> _What you need to do_
Could you print all the entries exactly?

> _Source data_
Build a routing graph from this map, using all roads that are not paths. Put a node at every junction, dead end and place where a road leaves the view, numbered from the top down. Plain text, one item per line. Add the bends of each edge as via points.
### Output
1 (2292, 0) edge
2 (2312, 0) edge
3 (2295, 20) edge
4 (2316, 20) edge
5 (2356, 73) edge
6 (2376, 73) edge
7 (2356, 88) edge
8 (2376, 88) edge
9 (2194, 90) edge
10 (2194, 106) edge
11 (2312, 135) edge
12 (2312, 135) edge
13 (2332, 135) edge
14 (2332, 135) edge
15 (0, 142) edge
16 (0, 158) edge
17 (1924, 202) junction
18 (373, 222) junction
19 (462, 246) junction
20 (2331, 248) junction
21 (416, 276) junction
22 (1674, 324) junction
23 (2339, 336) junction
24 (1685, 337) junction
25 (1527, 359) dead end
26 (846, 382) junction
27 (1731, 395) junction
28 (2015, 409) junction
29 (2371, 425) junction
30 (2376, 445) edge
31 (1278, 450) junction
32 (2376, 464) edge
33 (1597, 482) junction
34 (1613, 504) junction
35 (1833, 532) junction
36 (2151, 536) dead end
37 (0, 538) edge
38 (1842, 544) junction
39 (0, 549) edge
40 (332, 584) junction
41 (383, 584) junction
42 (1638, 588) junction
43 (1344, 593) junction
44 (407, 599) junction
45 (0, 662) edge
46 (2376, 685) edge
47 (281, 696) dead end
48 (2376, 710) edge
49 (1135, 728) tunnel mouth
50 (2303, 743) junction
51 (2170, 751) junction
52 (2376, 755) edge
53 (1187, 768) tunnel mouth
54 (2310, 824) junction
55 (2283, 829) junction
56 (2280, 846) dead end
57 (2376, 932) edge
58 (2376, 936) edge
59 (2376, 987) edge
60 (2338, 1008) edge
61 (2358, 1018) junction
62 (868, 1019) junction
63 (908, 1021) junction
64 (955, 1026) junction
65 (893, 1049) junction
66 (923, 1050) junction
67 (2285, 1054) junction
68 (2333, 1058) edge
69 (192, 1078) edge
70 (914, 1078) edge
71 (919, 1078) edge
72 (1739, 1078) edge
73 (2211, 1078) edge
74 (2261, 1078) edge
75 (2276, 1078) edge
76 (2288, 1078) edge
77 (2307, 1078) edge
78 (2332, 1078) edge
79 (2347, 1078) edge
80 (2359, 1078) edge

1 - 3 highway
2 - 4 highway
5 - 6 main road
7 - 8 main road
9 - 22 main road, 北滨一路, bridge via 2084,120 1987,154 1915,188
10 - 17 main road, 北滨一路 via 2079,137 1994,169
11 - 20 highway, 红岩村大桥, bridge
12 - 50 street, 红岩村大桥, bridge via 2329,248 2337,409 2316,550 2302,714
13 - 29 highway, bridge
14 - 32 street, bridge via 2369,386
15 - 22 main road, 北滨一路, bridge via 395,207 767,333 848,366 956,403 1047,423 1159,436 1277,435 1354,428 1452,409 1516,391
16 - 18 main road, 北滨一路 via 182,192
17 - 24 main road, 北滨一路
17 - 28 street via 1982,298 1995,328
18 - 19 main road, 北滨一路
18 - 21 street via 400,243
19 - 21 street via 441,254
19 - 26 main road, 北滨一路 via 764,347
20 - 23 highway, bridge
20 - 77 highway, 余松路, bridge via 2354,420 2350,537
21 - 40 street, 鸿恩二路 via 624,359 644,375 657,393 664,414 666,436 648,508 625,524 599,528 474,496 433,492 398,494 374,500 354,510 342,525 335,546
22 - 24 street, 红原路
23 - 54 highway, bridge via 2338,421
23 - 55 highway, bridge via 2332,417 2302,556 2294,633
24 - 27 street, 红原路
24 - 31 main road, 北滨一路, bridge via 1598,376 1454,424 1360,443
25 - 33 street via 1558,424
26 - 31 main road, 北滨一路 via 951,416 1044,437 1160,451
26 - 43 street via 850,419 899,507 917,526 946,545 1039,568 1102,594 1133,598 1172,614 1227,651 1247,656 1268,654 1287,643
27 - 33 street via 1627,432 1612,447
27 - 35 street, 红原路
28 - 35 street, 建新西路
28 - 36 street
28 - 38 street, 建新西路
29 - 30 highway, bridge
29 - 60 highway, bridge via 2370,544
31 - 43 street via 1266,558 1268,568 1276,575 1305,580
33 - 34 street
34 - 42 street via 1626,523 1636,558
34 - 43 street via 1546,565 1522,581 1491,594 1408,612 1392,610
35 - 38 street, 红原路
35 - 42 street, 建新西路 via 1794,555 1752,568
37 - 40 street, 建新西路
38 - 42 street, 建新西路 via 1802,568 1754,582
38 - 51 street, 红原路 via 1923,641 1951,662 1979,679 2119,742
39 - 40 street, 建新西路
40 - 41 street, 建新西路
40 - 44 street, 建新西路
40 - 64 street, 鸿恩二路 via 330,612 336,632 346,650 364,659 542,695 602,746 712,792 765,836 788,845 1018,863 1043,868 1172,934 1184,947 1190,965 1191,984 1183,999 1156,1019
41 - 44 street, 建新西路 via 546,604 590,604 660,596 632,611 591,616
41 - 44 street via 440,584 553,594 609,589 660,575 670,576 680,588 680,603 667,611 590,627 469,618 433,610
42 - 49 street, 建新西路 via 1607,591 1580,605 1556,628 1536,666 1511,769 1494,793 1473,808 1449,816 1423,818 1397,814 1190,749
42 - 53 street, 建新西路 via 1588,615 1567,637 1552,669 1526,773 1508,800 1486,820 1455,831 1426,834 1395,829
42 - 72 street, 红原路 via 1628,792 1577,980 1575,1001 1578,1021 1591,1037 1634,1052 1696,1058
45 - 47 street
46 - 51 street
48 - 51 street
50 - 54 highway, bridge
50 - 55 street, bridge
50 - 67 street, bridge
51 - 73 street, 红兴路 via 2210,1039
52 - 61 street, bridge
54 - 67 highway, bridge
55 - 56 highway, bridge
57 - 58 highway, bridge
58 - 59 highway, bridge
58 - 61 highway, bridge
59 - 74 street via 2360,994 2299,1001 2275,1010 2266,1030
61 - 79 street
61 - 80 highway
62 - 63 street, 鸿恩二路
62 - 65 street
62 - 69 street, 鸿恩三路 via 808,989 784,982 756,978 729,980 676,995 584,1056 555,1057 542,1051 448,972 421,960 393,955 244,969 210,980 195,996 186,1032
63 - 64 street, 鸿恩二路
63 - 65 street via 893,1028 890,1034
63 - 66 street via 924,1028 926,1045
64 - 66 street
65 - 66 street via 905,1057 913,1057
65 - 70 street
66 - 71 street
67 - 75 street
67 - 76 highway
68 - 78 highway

> _Answer to this exercise_
Build a routing graph from this map, using all roads that are not paths. Put a node at every junction, dead end and place where a road leaves the view, numbered from the top down. Plain text, one item per line. Add the bends of each edge as via points.
### Output
1 (2292, 0) edge
2 (2312, 0) edge
3 (2295, 20) edge
4 (2316, 20) edge
5 (2356, 73) edge
6 (2376, 73) edge
7 (2356, 88) edge
8 (2376, 88) edge
9 (2194, 90) edge
10 (2194, 106) edge
11 (2312, 135) edge
12 (2312, 135) edge
13 (2332, 135) edge
14 (2332, 135) edge
15 (0, 142) edge
16 (0, 158) edge
17 (1924, 202) junction
18 (373, 222) junction
19 (462, 246) junction
20 (2331, 248) junction
21 (416, 276) junction
22 (1674, 324) junction
23 (2339, 336) junction
24 (1685, 337) junction
25 (1527, 359) dead end
26 (846, 382) junction
27 (1731, 395) junction
28 (2015, 409) junction
29 (2371, 425) junction
30 (2376, 445) edge
31 (1278, 450) junction
32 (2376, 464) edge
33 (1597, 482) junction
34 (1613, 504) junction
35 (1833, 532) junction
36 (2151, 536) dead end
37 (0, 538) edge
38 (1842, 544) junction
39 (0, 549) edge
40 (332, 584) junction
41 (383, 584) junction
42 (1638, 588) junction
43 (1344, 593) junction
44 (407, 599) junction
45 (0, 662) edge
46 (2376, 685) edge
47 (281, 696) dead end
48 (2376, 710) edge
49 (1135, 728) tunnel mouth
50 (2303, 743) junction
51 (2170, 751) junction
52 (2376, 755) edge
53 (1187, 768) tunnel mouth
54 (2310, 824) junction
55 (2283, 829) junction
56 (2280, 846) dead end
57 (2376, 932) edge
58 (2376, 936) edge
59 (2376, 987) edge
60 (2338, 1008) edge
61 (2358, 1018) junction
62 (868, 1019) junction
63 (908, 1021) junction
64 (955, 1026) junction
65 (893, 1049) junction
66 (923, 1050) junction
67 (2285, 1054) junction
68 (2333, 1058) edge
69 (192, 1078) edge
70 (914, 1078) edge
71 (919, 1078) edge
72 (1739, 1078) edge
73 (2211, 1078) edge
74 (2261, 1078) edge
75 (2276, 1078) edge
76 (2288, 1078) edge
77 (2307, 1078) edge
78 (2332, 1078) edge
79 (2347, 1078) edge
80 (2359, 1078) edge

1 - 3 highway
2 - 4 highway
5 - 6 main road
7 - 8 main road
9 - 22 main road, 北滨一路, bridge via 2084,120 1987,154 1915,188
10 - 17 main road, 北滨一路 via 2079,137 1994,169
11 - 20 highway, 红岩村大桥, bridge
12 - 50 street, 红岩村大桥, bridge via 2329,248 2337,409 2316,550 2302,714
13 - 29 highway, bridge
14 - 32 street, bridge via 2369,386
15 - 22 main road, 北滨一路, bridge via 395,207 767,333 848,366 956,403 1047,423 1159,436 1277,435 1354,428 1452,409 1516,391
16 - 18 main road, 北滨一路 via 182,192
17 - 24 main road, 北滨一路
17 - 28 street via 1982,298 1995,328
18 - 19 main road, 北滨一路
18 - 21 street via 400,243
19 - 21 street via 441,254
19 - 26 main road, 北滨一路 via 764,347
20 - 23 highway, bridge
20 - 77 highway, 余松路, bridge via 2354,420 2350,537
21 - 40 street, 鸿恩二路 via 624,359 644,375 657,393 664,414 666,436 648,508 625,524 599,528 474,496 433,492 398,494 374,500 354,510 342,525 335,546
22 - 24 street, 红原路
23 - 54 highway, bridge via 2338,421
23 - 55 highway, bridge via 2332,417 2302,556 2294,633
24 - 27 street, 红原路
24 - 31 main road, 北滨一路, bridge via 1598,376 1454,424 1360,443
25 - 33 street via 1558,424
26 - 31 main road, 北滨一路 via 951,416 1044,437 1160,451
26 - 43 street via 850,419 899,507 917,526 946,545 1039,568 1102,594 1133,598 1172,614 1227,651 1247,656 1268,654 1287,643
27 - 33 street via 1627,432 1612,447
27 - 35 street, 红原路
28 - 35 street, 建新西路
28 - 36 street
28 - 38 street, 建新西路
29 - 30 highway, bridge
29 - 60 highway, bridge via 2370,544
31 - 43 street via 1266,558 1268,568 1276,575 1305,580
33 - 34 street
34 - 42 street via 1626,523 1636,558
34 - 43 street via 1546,565 1522,581 1491,594 1408,612 1392,610
35 - 38 street, 红原路
35 - 42 street, 建新西路 via 1794,555 1752,568
37 - 40 street, 建新西路
38 - 42 street, 建新西路 via 1802,568 1754,582
38 - 51 street, 红原路 via 1923,641 1951,662 1979,679 2119,742
39 - 40 street, 建新西路
40 - 41 street, 建新西路
40 - 44 street, 建新西路
40 - 64 street, 鸿恩二路 via 330,612 336,632 346,650 364,659 542,695 602,746 712,792 765,836 788,845 1018,863 1043,868 1172,934 1184,947 1190,965 1191,984 1183,999 1156,1019
41 - 44 street, 建新西路 via 546,604 590,604 660,596 632,611 591,616
41 - 44 street via 440,584 553,594 609,589 660,575 670,576 680,588 680,603 667,611 590,627 469,618 433,610
42 - 49 street, 建新西路 via 1607,591 1580,605 1556,628 1536,666 1511,769 1494,793 1473,808 1449,816 1423,818 1397,814 1190,749
42 - 53 street, 建新西路 via 1588,615 1567,637 1552,669 1526,773 1508,800 1486,820 1455,831 1426,834 1395,829
42 - 72 street, 红原路 via 1628,792 1577,980 1575,1001 1578,1021 1591,1037 1634,1052 1696,1058
45 - 47 street
46 - 51 street
48 - 51 street
50 - 54 highway, bridge
50 - 55 street, bridge
50 - 67 street, bridge
51 - 73 street, 红兴路 via 2210,1039
52 - 61 street, bridge
54 - 67 highway, bridge
55 - 56 highway, bridge
57 - 58 highway, bridge
58 - 59 highway, bridge
58 - 61 highway, bridge
59 - 74 street via 2360,994 2299,1001 2275,1010 2266,1030
61 - 79 street
61 - 80 highway
62 - 63 street, 鸿恩二路
62 - 65 street
62 - 69 street, 鸿恩三路 via 808,989 784,982 756,978 729,980 676,995 584,1056 555,1057 542,1051 448,972 421,960 393,955 244,969 210,980 195,996 186,1032
63 - 64 street, 鸿恩二路
63 - 65 street via 893,1028 890,1034
63 - 66 street via 924,1028 926,1045
64 - 66 street
65 - 66 street via 905,1057 913,1057
65 - 70 street
66 - 71 street
67 - 75 street
67 - 76 highway
68 - 78 highway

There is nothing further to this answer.